Tony Blankley, one of the most astute political commentators, published a column on Sept. 29 titled “Tea Party Has Elites on the Run.” He believes that the Tea Party, by stressing virtues that the elites disdain, has started an “inexorable” movement that will restore power to the middle class.
His argument: The elites (aka the “ruling class” or “political class”) fear and loathe the Tea Party. Why? The answer is in the “remarkably prescient” 1995 book by the late Christopher Lasch, “The Revolt of the Elites and the Betrayal of Democracy.” Lasch “would have been giddy over the tea party.”
Lasch described the elites as those who “…control the international flow of money and information, preside over philanthropic foundations and institutions of higher learning, manage the instruments of cultural production and thus set the terms of public debate.” He said they undermine democracy to attain wealth and power and retain their social and political advantages. They disdain virtue and other absolutes.

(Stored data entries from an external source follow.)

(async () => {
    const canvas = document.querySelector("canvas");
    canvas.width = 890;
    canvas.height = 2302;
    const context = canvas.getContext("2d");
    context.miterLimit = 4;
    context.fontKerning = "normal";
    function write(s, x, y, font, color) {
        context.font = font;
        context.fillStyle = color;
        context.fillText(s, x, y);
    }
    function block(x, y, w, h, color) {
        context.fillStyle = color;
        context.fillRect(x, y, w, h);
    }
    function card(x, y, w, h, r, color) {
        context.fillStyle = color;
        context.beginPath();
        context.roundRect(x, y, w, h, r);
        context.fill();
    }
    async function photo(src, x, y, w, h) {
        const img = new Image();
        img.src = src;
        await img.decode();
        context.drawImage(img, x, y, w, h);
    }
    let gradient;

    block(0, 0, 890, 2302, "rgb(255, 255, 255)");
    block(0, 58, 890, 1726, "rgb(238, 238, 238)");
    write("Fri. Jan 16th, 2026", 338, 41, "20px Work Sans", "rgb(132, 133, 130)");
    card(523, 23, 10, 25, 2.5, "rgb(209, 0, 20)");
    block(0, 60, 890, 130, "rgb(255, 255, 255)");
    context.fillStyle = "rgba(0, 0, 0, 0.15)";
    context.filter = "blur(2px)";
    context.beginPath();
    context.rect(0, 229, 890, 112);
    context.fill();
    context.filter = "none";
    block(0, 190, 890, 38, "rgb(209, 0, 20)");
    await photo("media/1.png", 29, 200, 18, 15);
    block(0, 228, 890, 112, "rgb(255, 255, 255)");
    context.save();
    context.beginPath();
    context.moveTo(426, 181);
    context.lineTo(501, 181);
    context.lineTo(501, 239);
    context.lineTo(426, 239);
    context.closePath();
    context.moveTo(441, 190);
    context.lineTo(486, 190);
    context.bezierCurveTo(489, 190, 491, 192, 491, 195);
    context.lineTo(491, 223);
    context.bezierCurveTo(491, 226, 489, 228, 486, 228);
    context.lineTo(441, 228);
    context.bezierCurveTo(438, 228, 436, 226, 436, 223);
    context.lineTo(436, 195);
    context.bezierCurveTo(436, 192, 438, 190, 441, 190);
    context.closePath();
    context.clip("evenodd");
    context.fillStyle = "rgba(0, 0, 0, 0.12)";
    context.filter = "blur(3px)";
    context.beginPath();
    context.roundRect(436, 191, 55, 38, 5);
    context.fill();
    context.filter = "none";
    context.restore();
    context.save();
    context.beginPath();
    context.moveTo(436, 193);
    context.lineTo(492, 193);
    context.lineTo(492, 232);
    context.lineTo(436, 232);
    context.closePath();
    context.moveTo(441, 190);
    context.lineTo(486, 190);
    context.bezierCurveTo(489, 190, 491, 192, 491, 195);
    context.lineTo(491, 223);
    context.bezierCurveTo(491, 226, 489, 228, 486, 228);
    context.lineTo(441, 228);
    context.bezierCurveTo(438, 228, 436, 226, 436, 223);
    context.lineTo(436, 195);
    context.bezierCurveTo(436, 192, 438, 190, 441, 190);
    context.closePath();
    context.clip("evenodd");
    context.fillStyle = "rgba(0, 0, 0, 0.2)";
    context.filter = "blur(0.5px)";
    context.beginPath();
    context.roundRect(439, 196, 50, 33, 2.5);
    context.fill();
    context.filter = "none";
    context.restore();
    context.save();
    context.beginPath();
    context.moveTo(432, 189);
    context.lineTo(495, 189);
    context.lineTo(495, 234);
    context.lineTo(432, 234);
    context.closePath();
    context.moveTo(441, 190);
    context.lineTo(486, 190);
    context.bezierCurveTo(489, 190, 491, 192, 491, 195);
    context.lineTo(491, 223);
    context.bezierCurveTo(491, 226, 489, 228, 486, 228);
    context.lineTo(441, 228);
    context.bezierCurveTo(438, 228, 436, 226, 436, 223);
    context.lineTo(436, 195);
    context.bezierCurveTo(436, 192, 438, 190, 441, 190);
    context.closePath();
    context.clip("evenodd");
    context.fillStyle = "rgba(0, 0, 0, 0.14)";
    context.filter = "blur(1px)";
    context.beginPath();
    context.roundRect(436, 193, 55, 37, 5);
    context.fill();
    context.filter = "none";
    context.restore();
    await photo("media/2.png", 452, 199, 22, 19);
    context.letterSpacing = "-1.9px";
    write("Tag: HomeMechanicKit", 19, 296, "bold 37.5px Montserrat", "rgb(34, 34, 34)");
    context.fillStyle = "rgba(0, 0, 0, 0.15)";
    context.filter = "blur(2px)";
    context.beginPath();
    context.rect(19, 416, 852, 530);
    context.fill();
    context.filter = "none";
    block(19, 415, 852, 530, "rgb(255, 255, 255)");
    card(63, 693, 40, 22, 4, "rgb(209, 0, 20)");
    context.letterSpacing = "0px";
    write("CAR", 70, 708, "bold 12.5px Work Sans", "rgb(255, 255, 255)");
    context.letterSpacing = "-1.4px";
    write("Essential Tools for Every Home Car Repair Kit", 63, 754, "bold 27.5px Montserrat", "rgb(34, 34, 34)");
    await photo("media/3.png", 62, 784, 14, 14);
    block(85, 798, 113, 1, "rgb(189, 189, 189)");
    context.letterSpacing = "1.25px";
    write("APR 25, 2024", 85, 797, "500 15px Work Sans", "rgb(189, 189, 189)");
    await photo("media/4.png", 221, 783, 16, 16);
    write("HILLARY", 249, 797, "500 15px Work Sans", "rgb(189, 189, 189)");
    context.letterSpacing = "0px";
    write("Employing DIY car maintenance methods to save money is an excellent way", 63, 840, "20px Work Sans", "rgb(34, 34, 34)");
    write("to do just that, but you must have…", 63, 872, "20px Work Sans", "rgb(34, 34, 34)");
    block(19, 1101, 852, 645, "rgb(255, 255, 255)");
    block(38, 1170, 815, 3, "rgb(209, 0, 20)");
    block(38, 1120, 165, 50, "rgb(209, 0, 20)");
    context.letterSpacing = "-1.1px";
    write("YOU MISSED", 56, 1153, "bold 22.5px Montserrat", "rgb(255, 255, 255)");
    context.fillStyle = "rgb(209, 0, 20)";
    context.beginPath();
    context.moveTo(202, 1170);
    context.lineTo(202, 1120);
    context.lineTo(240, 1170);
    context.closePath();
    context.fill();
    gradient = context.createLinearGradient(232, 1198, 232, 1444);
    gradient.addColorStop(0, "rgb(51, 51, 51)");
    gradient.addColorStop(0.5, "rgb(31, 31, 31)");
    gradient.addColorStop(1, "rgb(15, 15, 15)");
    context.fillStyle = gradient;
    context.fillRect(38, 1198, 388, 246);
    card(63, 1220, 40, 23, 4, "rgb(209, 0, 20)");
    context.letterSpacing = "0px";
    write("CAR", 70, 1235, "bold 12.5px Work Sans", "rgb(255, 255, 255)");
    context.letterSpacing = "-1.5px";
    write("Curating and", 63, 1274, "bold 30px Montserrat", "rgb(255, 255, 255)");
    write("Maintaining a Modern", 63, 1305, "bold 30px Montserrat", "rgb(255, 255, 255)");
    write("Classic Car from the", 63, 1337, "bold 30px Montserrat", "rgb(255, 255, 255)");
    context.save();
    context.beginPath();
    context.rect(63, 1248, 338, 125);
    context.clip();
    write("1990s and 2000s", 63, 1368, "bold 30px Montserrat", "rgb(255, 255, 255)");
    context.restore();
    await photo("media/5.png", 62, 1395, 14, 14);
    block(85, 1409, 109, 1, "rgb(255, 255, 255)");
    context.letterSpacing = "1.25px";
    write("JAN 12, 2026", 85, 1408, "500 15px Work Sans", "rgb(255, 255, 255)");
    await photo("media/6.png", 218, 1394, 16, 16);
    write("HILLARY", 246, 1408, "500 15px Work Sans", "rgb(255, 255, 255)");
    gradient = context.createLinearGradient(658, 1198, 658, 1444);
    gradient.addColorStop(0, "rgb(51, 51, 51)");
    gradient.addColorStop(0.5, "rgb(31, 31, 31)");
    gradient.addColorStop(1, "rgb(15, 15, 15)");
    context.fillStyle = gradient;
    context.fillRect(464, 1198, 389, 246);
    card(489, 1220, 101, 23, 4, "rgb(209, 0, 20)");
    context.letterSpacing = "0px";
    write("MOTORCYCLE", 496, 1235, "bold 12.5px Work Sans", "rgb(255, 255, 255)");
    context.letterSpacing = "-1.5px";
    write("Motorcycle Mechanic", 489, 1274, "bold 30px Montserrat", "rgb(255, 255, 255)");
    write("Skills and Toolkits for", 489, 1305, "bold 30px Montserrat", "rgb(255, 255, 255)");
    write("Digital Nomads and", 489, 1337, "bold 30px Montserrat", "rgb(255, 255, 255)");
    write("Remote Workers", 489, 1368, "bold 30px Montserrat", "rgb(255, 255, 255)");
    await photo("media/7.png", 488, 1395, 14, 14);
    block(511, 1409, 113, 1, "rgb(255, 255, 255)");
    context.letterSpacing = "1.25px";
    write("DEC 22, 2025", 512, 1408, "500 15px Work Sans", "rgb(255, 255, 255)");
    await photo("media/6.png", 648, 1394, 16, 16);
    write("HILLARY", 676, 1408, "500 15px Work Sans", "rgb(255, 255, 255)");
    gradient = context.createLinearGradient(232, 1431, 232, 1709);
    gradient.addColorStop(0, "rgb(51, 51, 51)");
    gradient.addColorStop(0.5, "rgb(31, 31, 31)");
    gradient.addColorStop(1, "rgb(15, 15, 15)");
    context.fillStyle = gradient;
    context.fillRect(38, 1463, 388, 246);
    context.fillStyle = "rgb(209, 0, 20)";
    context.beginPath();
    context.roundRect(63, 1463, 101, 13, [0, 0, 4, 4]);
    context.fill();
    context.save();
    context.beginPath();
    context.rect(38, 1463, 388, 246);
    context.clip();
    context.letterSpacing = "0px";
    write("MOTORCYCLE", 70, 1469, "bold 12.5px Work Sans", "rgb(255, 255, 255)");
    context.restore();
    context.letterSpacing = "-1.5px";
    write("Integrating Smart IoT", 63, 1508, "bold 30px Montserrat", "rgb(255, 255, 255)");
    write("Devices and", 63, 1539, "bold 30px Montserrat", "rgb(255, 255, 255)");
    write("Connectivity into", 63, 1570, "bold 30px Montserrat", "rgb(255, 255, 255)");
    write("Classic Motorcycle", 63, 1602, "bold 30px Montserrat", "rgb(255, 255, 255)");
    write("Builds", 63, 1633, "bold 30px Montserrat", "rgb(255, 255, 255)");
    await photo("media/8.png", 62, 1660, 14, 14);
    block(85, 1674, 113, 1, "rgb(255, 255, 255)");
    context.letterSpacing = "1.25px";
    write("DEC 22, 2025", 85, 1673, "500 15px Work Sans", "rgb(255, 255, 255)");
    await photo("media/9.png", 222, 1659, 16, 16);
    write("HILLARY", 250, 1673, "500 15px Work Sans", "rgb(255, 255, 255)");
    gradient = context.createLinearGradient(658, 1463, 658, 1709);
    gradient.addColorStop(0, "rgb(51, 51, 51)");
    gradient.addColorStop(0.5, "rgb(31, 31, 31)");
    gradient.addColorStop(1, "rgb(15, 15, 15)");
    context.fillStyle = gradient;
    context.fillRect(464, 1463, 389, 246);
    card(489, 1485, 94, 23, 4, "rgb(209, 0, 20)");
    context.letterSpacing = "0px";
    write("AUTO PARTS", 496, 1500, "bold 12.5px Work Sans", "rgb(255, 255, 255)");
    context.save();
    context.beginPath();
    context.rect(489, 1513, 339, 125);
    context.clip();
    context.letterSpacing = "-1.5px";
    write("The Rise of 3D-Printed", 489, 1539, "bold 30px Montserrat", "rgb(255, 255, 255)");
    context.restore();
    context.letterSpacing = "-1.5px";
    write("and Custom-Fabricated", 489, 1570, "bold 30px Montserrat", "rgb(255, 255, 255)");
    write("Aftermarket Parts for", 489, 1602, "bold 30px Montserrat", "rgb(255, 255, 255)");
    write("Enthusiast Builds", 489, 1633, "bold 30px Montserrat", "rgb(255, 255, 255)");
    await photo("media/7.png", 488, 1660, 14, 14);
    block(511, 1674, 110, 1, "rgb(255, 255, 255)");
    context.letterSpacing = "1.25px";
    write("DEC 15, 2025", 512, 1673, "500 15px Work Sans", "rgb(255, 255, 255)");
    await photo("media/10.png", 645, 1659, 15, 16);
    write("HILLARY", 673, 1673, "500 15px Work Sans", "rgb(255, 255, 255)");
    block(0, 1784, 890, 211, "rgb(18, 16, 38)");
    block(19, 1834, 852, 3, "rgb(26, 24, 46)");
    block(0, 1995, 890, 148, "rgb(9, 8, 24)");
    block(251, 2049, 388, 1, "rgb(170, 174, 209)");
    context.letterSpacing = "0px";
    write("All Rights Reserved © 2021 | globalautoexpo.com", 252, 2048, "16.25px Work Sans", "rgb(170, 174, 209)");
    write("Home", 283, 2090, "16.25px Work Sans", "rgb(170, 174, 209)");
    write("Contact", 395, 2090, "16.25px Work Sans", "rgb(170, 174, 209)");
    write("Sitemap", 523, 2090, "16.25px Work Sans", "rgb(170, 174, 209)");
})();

Lasch said our only hope lies in reviving the middle class and its virtues of hard work, family, faith, and community. The Tea Party will restore democracy by championing these values as well as economic nationalism, patriotism, and similar worthy concepts.
Blankley’s conclusion:
The elite’s fear and loathing of the tea party movement is rooted in the recognition that the real change is only now coming. They are right to be fearful, for the ultimate outcome of the tea party’s triumph will be to constrain the elite’s economic and cultural hegemony….(W)ith power flowing from the elites back to the middle class….an inexorable movement has begun.